October 31, 2024

Oasis: A Universe in a Transformer

Decart, Etched

We're excited to announce Oasis, the first playable, realtime, open-world AI model. It's a video game, but entirely generated by AI. Oasis is the first step in our research towards more complex interactive worlds.

Oasis takes in user keyboard input and generates real-time gameplay, including physics, game rules, and graphics. You can move around, jump, pick up items, break blocks, and more. There is no game engine; just a foundation model.

We believe fast transformer inference is the missing link to making generative video a reality. Using Decart's inference engine, we show that real-time video is possible.
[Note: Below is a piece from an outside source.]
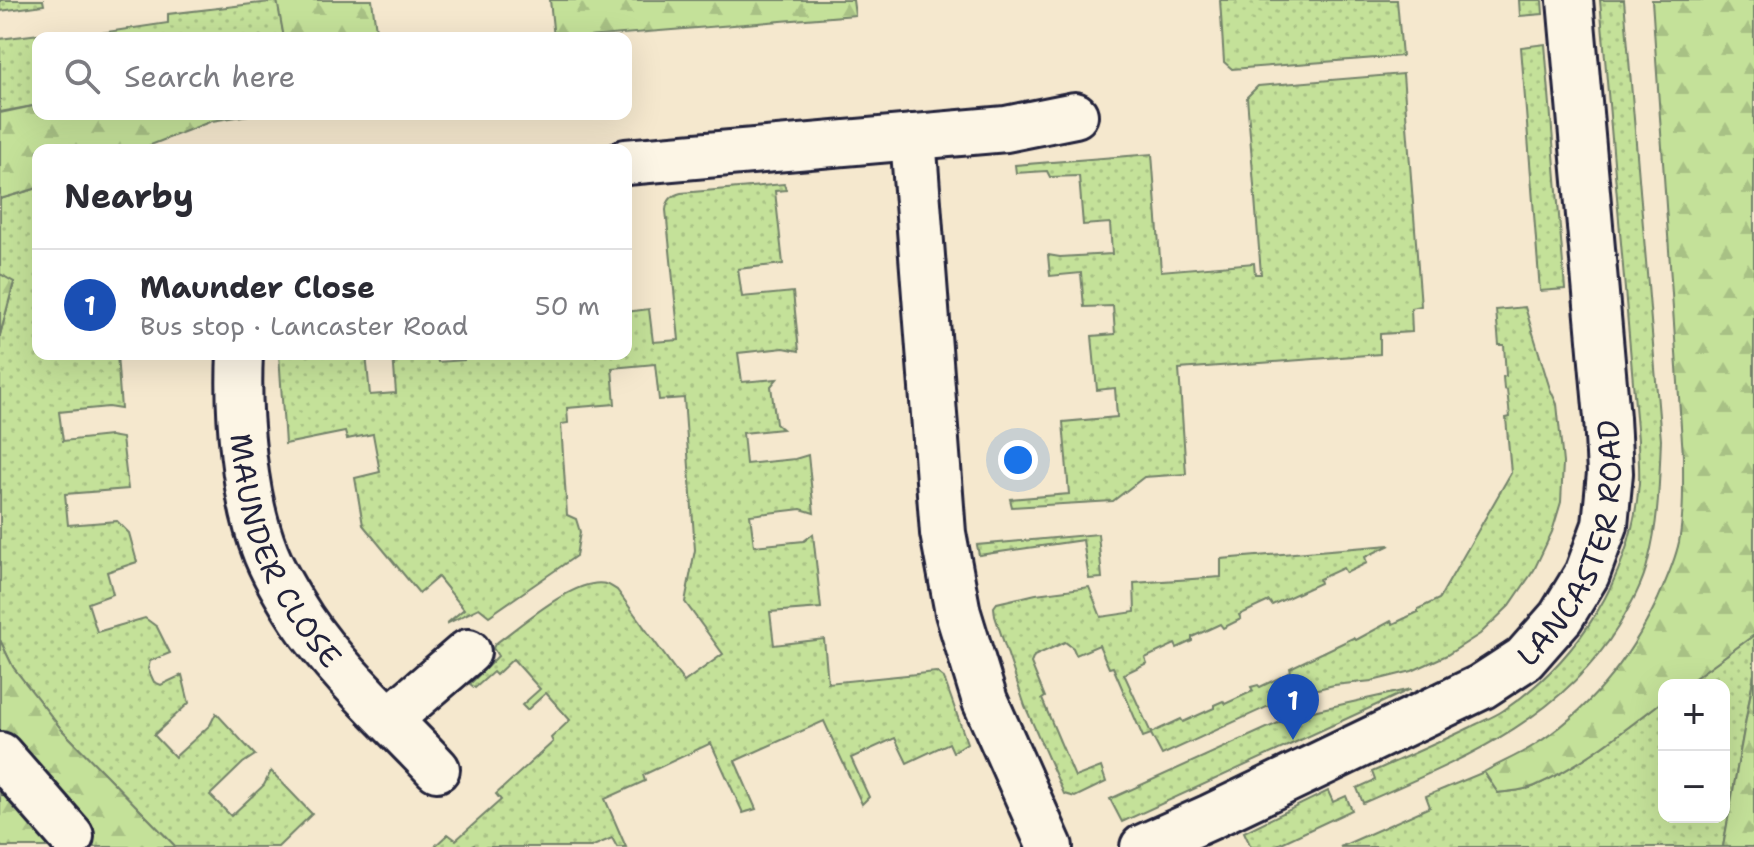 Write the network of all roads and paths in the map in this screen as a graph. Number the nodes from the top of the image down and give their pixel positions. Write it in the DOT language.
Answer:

When Etched's transformer ASIC, Sohu, is released, we can run models like Oasis in 4K. Today, we're releasing Oasis's code, the weights of a 500M parameter model you can run locally, and a live playable demo of a larger checkpoint.

Gameplay Results

Carousel image 1
Carousel image 2
Carousel image 3
Carousel image 4
Carousel image 5

Oasis understands complex game mechanics, such as building, lighting physics, inventory management, object understanding, and more.

Placing non-cube blocks

Placing non-cube blocks

Model understands lighting physics

Model understands lighting physics

Interacting with animals

Interacting with animals

Recovering health when eating

Recovering health when eating

Shovel is faster than hands

Shovel is faster than hands

Oasis outputs a diverse range of settings, locations, and objects. This versatility gives us confidence that Oasis can be adapted to generate a wide range of new maps, games, features, and modifications with limited additional training.

Space-like dark location

Space-like dark location

Oasis renders at night

Oasis renders at night

Placing a range of objects

Placing a range of objects

Oasis lets users open inventory chests

Oasis lets users open inventory chests

Exciting animals and NPCs

Exciting animals and NPCs

Oasis is an impressive technical demo, but we believe this research will enable an exciting new generation of foundation models and consumer products. For example, rather than being controlled by actions, a game controlled completely by text, audio, or other modalities.

Architecture

The model is composed of two parts: a spatial autoencoder, and a latent diffusion backbone. Both are Transformer-based: the autoencoder is based on ViT[1], and the backbone is based on DiT[2]. Contrasting from recent action-conditioned world models such as GameNGen[3] and DIAMOND[4], we chose Transformers to ensure stable, predictable scaling, and fast inference on Etched's Transformer ASIC, Sohu.

Architecture

In contrast to bidirectional models such as Sora[5], Oasis generates frames autoregressively, with the ability to condition each frame on game input. This enables users to interact with the world in real-time. The model was trained using Diffusion Forcing[6], which denoises with independent per-token noise levels, and allows for novel decoding schemes such as ours.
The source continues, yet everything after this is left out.